**ACTION ITEM:** Copy out all the lines in the records that include the word "улица".

**EXTRACTED DATA:**
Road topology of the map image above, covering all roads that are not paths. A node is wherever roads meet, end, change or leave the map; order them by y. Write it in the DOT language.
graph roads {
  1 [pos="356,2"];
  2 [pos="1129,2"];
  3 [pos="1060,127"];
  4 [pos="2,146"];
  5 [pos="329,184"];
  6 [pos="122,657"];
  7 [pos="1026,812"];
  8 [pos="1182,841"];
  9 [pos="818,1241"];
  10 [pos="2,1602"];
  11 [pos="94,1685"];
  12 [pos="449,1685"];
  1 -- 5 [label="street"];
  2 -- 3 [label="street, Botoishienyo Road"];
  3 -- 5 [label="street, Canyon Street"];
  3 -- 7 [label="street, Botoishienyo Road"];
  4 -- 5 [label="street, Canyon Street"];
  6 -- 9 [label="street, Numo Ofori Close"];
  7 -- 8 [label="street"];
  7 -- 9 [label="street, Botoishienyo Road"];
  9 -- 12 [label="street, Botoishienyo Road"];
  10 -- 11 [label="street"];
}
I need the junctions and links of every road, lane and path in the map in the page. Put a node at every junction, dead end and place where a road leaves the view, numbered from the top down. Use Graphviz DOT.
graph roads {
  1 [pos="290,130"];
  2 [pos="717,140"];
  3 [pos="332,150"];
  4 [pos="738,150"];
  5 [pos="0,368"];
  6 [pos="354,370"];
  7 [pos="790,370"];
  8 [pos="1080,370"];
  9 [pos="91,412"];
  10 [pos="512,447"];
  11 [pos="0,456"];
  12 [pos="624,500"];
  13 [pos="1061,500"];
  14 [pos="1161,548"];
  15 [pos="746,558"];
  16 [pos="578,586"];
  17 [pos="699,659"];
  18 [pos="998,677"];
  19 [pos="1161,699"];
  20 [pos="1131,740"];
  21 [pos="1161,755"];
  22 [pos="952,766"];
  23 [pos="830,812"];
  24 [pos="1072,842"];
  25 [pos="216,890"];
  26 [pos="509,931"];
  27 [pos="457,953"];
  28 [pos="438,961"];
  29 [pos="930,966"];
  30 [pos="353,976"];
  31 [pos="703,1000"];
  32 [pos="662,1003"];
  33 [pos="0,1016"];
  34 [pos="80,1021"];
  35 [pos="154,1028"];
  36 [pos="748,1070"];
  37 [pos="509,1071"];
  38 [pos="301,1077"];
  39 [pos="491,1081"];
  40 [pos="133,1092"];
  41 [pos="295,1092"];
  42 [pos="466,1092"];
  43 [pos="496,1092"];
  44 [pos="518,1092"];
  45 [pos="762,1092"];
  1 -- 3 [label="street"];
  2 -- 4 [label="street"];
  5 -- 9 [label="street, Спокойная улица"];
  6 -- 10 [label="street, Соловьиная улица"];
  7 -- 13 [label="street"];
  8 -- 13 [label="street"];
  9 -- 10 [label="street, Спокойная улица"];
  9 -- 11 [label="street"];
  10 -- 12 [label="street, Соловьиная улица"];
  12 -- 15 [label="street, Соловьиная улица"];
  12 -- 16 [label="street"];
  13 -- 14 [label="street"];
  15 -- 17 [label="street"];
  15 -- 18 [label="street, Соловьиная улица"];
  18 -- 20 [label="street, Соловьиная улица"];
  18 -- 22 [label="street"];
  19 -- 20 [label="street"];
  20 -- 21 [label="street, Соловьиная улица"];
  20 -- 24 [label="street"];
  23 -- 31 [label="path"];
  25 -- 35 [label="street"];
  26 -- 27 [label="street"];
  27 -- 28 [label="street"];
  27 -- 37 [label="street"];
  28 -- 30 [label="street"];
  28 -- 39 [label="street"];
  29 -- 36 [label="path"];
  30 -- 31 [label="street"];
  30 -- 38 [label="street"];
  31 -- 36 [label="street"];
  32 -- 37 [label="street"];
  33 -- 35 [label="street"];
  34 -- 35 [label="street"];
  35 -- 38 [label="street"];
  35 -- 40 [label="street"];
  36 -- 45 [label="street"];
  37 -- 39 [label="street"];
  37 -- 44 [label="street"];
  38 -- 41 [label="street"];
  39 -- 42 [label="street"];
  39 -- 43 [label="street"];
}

**RESULT OF THE TASK:**
  5 -- 9 [label="street, Спокойная улица"];
  6 -- 10 [label="street, Соловьиная улица"];
  9 -- 10 [label="street, Спокойная улица"];
  10 -- 12 [label="street, Соловьиная улица"];
  12 -- 15 [label="street, Соловьиная улица"];
  15 -- 18 [label="street, Соловьиная улица"];
  18 -- 20 [label="street, Соловьиная улица"];
  20 -- 21 [label="street, Соловьиная улица"];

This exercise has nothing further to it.